ACTIVITY: From the data below, return each line in which the string "graph" is found.

(Saved entries)
● ● ● ● ●

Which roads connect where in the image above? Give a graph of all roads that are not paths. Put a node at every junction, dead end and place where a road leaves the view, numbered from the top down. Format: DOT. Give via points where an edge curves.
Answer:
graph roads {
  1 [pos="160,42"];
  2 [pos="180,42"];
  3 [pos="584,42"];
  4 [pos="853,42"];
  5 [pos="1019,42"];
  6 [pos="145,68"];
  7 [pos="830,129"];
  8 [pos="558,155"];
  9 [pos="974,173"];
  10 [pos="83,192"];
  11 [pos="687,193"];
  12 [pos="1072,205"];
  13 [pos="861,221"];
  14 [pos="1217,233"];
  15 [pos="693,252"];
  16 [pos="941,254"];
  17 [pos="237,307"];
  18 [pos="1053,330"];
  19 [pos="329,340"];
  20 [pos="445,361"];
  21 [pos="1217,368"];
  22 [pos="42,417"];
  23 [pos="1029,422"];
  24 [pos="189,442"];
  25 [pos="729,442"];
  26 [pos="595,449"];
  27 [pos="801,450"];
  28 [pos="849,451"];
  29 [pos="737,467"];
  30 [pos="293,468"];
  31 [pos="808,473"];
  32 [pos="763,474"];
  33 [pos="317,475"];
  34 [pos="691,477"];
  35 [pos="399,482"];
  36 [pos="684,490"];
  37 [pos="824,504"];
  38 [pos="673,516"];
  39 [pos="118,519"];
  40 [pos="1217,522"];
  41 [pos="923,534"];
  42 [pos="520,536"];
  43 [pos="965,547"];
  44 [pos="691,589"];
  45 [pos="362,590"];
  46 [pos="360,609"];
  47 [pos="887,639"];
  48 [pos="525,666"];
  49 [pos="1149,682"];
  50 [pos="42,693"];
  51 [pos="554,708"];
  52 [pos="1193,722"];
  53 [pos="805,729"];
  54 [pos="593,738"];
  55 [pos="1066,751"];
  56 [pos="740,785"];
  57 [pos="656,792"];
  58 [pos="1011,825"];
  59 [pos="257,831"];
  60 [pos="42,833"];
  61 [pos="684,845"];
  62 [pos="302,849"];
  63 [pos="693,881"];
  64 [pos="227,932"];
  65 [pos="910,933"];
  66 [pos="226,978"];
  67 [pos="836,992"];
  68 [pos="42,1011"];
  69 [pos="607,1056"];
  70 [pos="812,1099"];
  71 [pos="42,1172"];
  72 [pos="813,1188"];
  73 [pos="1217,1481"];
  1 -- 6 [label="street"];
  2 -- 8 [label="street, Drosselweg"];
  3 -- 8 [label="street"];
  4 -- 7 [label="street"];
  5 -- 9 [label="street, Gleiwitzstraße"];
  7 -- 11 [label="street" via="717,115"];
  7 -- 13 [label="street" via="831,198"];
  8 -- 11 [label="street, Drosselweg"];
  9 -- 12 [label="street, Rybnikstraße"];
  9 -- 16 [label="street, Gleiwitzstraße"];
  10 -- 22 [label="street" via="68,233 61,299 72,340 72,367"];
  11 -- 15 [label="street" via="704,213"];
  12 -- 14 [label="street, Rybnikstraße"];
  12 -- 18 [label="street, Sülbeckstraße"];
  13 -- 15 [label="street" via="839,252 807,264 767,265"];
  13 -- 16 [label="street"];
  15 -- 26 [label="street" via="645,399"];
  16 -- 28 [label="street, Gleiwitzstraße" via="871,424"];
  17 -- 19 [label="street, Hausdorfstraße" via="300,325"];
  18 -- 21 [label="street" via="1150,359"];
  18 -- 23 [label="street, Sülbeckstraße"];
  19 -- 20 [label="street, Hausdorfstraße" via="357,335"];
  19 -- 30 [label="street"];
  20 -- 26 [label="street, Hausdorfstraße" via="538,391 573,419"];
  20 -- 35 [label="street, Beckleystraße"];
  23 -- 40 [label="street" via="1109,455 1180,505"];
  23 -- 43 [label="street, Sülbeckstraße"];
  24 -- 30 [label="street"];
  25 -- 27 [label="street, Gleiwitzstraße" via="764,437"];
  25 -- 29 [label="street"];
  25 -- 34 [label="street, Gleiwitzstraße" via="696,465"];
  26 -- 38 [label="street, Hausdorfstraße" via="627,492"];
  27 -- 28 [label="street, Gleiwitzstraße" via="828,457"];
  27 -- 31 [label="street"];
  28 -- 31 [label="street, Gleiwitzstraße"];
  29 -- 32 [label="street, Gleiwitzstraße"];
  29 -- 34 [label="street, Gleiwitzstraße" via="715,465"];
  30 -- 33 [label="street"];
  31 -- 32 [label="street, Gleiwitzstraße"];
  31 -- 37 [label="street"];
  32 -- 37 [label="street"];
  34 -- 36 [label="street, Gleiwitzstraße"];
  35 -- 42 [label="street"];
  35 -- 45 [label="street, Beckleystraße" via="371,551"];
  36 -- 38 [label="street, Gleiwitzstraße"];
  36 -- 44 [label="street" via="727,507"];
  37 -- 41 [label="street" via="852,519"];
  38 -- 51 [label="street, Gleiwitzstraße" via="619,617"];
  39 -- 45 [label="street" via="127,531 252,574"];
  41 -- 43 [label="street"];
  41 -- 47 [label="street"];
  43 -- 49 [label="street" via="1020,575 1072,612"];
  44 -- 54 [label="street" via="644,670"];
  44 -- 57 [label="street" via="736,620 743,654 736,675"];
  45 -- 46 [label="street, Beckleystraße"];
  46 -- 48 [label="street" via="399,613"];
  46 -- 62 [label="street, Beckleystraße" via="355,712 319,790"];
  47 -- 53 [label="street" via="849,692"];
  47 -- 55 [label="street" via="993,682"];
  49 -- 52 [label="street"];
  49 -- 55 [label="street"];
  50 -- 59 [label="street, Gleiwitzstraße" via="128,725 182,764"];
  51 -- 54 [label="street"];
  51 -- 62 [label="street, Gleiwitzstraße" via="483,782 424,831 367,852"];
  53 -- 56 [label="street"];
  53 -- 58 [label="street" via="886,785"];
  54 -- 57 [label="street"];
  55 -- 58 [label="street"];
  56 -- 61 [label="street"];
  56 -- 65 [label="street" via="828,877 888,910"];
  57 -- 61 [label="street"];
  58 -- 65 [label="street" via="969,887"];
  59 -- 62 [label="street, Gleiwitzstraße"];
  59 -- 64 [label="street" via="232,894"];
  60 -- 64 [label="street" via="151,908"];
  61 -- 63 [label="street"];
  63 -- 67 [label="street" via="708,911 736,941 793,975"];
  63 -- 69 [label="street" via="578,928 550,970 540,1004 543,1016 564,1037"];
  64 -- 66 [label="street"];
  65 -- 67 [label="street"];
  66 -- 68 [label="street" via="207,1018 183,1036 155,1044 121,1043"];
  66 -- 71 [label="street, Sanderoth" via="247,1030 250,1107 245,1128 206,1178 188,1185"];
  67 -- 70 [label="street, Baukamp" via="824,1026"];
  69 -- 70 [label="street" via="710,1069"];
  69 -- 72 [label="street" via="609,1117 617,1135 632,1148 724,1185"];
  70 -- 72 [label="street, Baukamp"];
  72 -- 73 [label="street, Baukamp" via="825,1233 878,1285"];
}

● ● ● ● ●

ANSWER TO THE EXERCISE:
Which roads connect where in the image above? Give a graph of all roads that are not paths. Put a node at every junction, dead end and place where a road leaves the view, numbered from the top down. Format: DOT. Give via points where an edge curves.
graph roads {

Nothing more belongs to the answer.